Celine
November 19, 2018, 3:02pm
1
Hi there,
In relation to the blog’s article Using SSL With Pulse describing the changes to perform to change the port to 443, I’ve got a silly question:
In the file server.xml there are 2 Connector blocs.
The first one has port=“8099” and redirectPort=“8093”
The second has port=“8093” + all parameters to configure the SSL usage (minus the parameter “keystoreType” though)
1st:
<Connector connectionTimeout="20000" port="8099" protocol="HTTP/1.1" redirectPort="8093" URIEncoding="UTF-8"

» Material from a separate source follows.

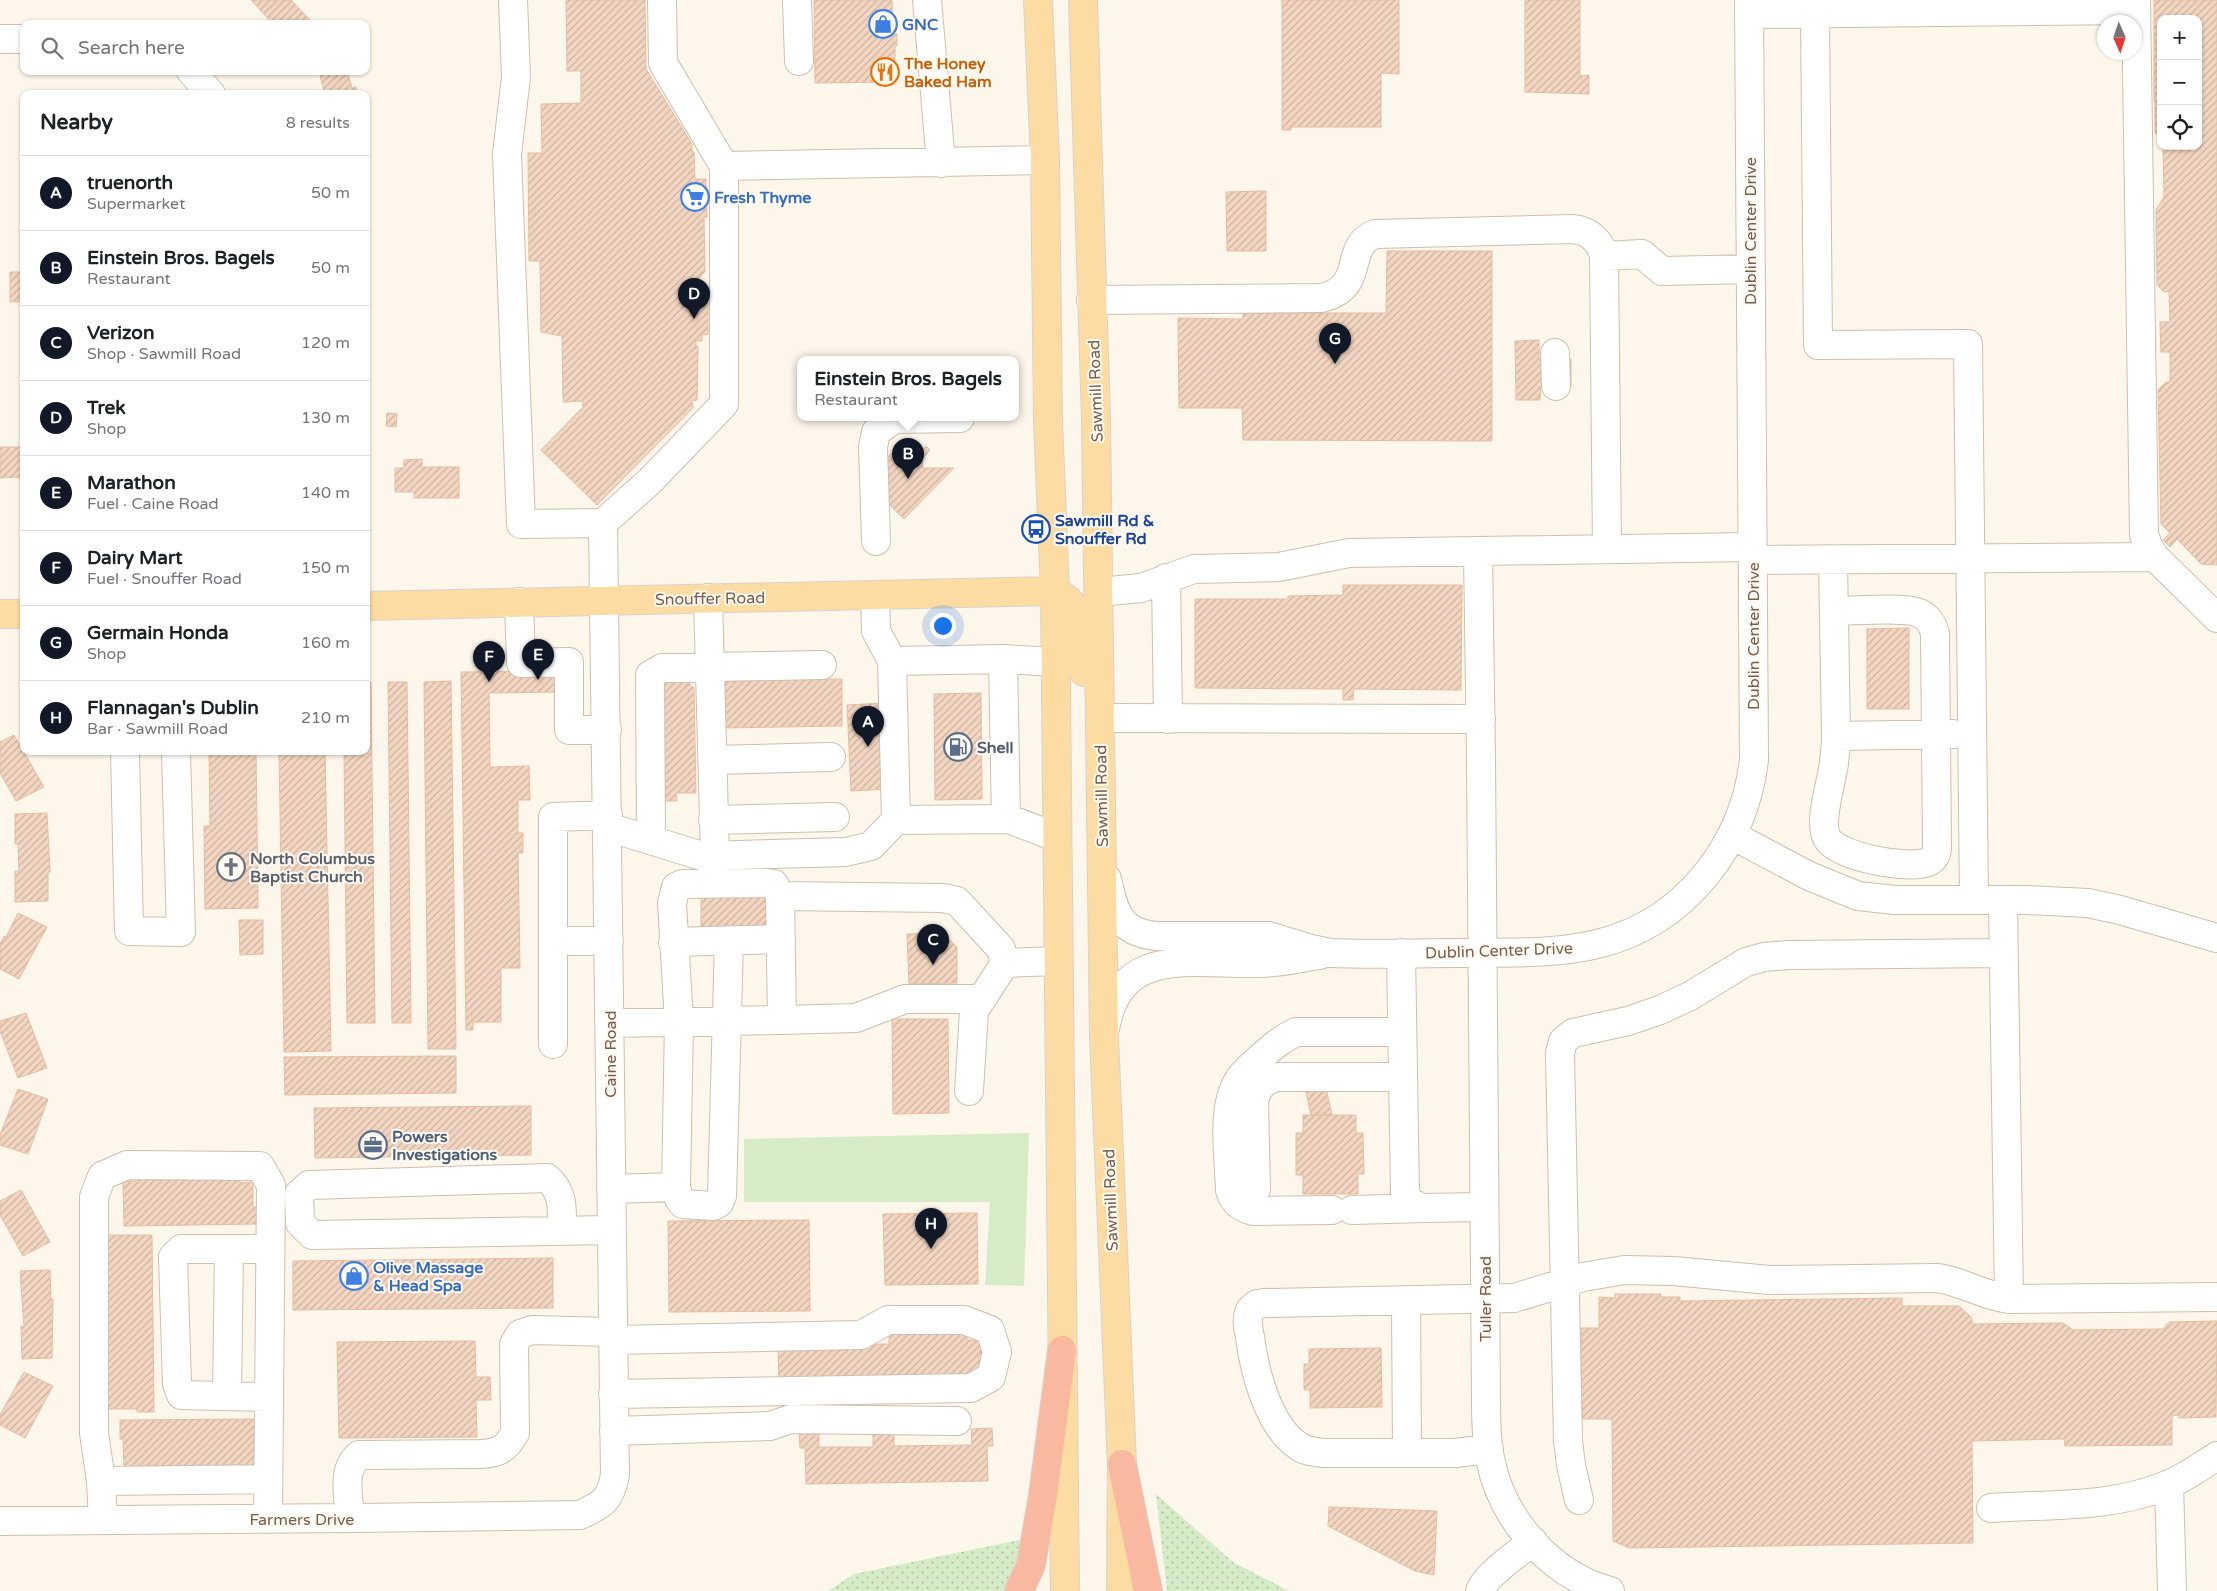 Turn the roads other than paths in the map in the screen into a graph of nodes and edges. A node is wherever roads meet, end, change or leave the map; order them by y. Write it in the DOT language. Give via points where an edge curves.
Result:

compressableMimeType="text/html,text/xml,text/plain,text/css,text/javascript,application/javascript,application/json"
compression="on"
compressionMinSize="2048"
/>
2nd:
<Connector port="8093" protocol="HTTP/1.1" SSLEnabled="true" URIEncoding="UTF-8" scheme="https" secure="true" sslProtocol="TLS"
keystoreFile="conf/TOMCAT.keystore" keystorePass="Pulse12345" clientAuth="false"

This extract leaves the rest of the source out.